• Try it
Here are the records. Write out exactly the lines between the one holding "I am building" and the one holding "Instruction: Summarize the", inclusive.

(Material shown Opens)

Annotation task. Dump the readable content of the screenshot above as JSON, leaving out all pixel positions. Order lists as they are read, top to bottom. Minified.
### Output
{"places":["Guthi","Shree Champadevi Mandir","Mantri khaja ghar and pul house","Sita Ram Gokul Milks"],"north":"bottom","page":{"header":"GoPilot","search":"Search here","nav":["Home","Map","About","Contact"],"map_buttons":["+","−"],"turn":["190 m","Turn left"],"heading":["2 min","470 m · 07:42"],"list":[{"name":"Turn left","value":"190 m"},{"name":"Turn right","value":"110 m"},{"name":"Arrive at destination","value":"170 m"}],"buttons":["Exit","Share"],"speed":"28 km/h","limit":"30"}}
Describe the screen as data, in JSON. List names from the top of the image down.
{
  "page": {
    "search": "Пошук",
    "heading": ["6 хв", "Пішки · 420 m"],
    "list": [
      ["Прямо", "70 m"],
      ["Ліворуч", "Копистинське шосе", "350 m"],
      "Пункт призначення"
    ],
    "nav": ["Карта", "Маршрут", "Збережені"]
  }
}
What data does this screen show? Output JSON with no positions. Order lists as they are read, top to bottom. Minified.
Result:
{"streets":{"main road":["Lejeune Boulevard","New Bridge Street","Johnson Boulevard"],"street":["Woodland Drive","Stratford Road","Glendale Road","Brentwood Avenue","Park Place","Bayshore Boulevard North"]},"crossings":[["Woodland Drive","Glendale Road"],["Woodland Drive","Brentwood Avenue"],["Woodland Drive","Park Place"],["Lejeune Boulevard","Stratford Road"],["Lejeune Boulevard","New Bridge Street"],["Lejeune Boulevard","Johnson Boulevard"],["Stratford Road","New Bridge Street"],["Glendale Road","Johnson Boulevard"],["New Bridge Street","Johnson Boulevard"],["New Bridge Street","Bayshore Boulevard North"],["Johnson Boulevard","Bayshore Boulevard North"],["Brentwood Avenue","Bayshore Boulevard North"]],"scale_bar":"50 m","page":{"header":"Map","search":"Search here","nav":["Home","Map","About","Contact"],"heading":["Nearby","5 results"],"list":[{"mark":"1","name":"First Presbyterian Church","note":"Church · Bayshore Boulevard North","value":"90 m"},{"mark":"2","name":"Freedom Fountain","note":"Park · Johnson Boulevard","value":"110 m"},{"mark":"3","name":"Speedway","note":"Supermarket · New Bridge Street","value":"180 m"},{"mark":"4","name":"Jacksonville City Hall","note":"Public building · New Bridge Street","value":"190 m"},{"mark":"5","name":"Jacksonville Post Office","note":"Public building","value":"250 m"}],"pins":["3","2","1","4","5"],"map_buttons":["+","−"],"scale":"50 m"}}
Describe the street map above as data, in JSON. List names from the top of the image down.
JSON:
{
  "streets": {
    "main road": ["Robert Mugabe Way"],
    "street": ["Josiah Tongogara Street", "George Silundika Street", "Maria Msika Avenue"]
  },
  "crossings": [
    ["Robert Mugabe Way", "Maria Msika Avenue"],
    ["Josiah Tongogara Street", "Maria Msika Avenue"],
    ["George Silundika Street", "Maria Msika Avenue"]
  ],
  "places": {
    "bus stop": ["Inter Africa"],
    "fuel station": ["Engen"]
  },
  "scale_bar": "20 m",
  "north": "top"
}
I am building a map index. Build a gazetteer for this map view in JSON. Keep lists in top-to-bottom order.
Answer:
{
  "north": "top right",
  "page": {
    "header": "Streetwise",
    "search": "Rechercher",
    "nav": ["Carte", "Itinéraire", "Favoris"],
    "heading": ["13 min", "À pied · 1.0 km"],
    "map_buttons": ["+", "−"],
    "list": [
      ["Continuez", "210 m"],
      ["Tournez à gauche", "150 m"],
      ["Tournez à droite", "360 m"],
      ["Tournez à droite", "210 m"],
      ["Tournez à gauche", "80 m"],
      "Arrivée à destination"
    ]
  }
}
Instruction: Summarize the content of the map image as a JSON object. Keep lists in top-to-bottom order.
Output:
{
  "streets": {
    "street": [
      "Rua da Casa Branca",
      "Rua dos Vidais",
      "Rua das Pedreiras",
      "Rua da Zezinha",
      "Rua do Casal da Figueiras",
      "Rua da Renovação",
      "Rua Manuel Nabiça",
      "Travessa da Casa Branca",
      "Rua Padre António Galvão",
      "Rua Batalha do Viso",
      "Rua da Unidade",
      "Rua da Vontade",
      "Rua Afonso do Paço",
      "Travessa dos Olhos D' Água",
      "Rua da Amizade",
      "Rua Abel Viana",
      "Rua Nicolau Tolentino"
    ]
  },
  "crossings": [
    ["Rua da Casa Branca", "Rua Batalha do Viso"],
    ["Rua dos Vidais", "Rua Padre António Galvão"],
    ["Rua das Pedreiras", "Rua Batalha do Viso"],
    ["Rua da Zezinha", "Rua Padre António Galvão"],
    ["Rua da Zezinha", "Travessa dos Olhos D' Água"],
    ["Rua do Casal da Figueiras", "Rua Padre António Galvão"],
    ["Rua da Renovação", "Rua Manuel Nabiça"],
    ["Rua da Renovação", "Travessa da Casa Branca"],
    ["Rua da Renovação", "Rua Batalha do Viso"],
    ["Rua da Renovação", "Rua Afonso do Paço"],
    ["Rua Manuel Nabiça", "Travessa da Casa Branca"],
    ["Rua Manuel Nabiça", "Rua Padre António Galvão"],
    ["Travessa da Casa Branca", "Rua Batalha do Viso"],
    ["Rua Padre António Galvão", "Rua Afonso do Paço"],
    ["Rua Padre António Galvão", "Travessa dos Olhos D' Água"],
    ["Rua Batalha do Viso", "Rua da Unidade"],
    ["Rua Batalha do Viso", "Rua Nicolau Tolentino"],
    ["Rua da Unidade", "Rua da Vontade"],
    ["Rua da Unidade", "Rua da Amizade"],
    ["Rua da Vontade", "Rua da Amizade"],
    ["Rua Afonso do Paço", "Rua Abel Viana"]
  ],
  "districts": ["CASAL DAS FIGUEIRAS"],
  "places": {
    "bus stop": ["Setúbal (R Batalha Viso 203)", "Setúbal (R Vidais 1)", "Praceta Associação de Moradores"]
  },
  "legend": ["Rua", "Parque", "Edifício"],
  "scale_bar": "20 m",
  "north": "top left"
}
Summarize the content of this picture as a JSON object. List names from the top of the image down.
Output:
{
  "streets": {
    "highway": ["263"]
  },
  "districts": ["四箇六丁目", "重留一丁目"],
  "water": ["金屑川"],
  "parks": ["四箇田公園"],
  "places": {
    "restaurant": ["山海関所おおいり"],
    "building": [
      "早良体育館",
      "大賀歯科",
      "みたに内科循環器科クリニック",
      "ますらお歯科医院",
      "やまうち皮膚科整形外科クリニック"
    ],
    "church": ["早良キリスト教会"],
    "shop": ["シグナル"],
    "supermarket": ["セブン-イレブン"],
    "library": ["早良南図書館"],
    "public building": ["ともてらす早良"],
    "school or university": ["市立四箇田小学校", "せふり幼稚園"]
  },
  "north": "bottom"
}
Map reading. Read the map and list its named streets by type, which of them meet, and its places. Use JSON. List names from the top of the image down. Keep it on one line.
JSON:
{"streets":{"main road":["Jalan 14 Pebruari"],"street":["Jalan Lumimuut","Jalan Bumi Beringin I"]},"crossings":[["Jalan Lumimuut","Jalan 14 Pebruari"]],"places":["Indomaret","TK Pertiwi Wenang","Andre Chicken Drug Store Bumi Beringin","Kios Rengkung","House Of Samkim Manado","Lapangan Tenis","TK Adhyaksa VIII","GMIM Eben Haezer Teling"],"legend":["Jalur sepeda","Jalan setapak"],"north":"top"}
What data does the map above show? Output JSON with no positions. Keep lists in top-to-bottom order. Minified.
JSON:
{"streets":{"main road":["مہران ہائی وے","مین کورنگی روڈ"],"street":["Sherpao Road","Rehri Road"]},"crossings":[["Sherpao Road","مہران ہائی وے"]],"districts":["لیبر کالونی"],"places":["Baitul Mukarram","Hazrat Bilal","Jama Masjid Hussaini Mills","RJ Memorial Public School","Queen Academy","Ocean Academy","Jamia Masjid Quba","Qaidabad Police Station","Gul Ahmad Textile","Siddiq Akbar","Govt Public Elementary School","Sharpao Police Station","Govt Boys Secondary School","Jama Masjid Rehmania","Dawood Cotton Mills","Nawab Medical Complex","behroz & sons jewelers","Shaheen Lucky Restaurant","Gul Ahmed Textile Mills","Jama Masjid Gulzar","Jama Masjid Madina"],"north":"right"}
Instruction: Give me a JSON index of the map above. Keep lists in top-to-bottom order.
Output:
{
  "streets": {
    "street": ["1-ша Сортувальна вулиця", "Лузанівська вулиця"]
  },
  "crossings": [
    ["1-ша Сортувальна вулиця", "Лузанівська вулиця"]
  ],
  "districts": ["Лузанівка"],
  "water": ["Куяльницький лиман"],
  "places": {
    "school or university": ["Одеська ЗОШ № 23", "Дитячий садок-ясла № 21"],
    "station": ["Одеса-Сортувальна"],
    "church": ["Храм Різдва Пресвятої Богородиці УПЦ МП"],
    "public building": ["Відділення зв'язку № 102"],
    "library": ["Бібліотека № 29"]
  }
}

(Material shown Closes)

• Answer to the problem
I am building a map index. Build a gazetteer for this map view in JSON. Keep lists in top-to-bottom order.
Answer:
{
  "north": "top right",
  "page": {
    "header": "Streetwise",
    "search": "Rechercher",
    "nav": ["Carte", "Itinéraire", "Favoris"],
    "heading": ["13 min", "À pied · 1.0 km"],
    "map_buttons": ["+", "−"],
    "list": [
      ["Continuez", "210 m"],
      ["Tournez à gauche", "150 m"],
      ["Tournez à droite", "360 m"],
      ["Tournez à droite", "210 m"],
      ["Tournez à gauche", "80 m"],
      "Arrivée à destination"
    ]
  }
}
Instruction: Summarize the content of the map image as a JSON object. Keep lists in top-to-bottom order.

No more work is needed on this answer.